→ PROBLEM REQUIREMENTS: Transcribe every line of the material below without change, apart from dropping the pictures.

→ DATA FOR ANALYSIS:

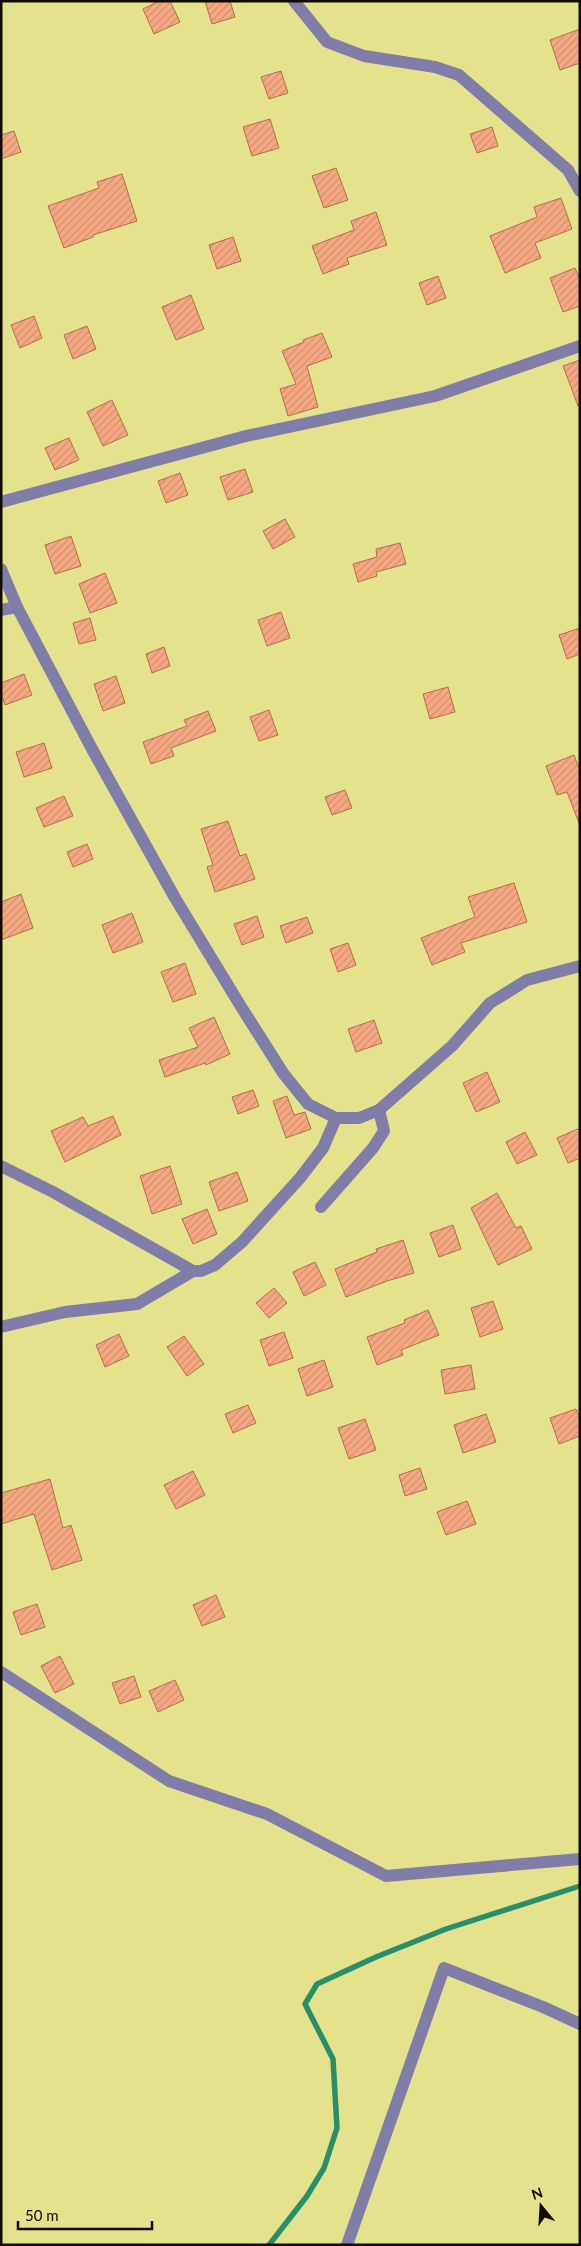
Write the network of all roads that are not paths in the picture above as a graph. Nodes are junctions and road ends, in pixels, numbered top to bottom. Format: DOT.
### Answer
graph roads {
  1 [pos="294,1"];
  2 [pos="580,191"];
  3 [pos="580,346"];
  4 [pos="1,502"];
  5 [pos="1,569"];
  6 [pos="17,607"];
  7 [pos="1,610"];
  8 [pos="580,966"];
  9 [pos="379,1110"];
  10 [pos="336,1118"];
  11 [pos="1,1166"];
  12 [pos="321,1207"];
  13 [pos="193,1271"];
  14 [pos="1,1328"];
  15 [pos="1,1672"];
  16 [pos="580,1859"];
  17 [pos="580,2024"];
  18 [pos="347,2245"];
  1 -- 2 [label="street"];
  3 -- 4 [label="street"];
  5 -- 6 [label="street"];
  6 -- 7 [label="street"];
  6 -- 10 [label="street"];
  8 -- 9 [label="street"];
  9 -- 10 [label="street"];
  9 -- 12 [label="street"];
  10 -- 13 [label="street"];
  11 -- 13 [label="street"];
  13 -- 14 [label="street"];
  15 -- 16 [label="street"];
  17 -- 18 [label="street"];
}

→ WRITTEN RESPONSE:
Write the network of all roads that are not paths in the picture above as a graph. Nodes are junctions and road ends, in pixels, numbered top to bottom. Format: DOT.
### Answer
graph roads {
  1 [pos="294,1"];
  2 [pos="580,191"];
  3 [pos="580,346"];
  4 [pos="1,502"];
  5 [pos="1,569"];
  6 [pos="17,607"];
  7 [pos="1,610"];
  8 [pos="580,966"];
  9 [pos="379,1110"];
  10 [pos="336,1118"];
  11 [pos="1,1166"];
  12 [pos="321,1207"];
  13 [pos="193,1271"];
  14 [pos="1,1328"];
  15 [pos="1,1672"];
  16 [pos="580,1859"];
  17 [pos="580,2024"];
  18 [pos="347,2245"];
  1 -- 2 [label="street"];
  3 -- 4 [label="street"];
  5 -- 6 [label="street"];
  6 -- 7 [label="street"];
  6 -- 10 [label="street"];
  8 -- 9 [label="street"];
  9 -- 10 [label="street"];
  9 -- 12 [label="street"];
  10 -- 13 [label="street"];
  11 -- 13 [label="street"];
  13 -- 14 [label="street"];
  15 -- 16 [label="street"];
  17 -- 18 [label="street"];
}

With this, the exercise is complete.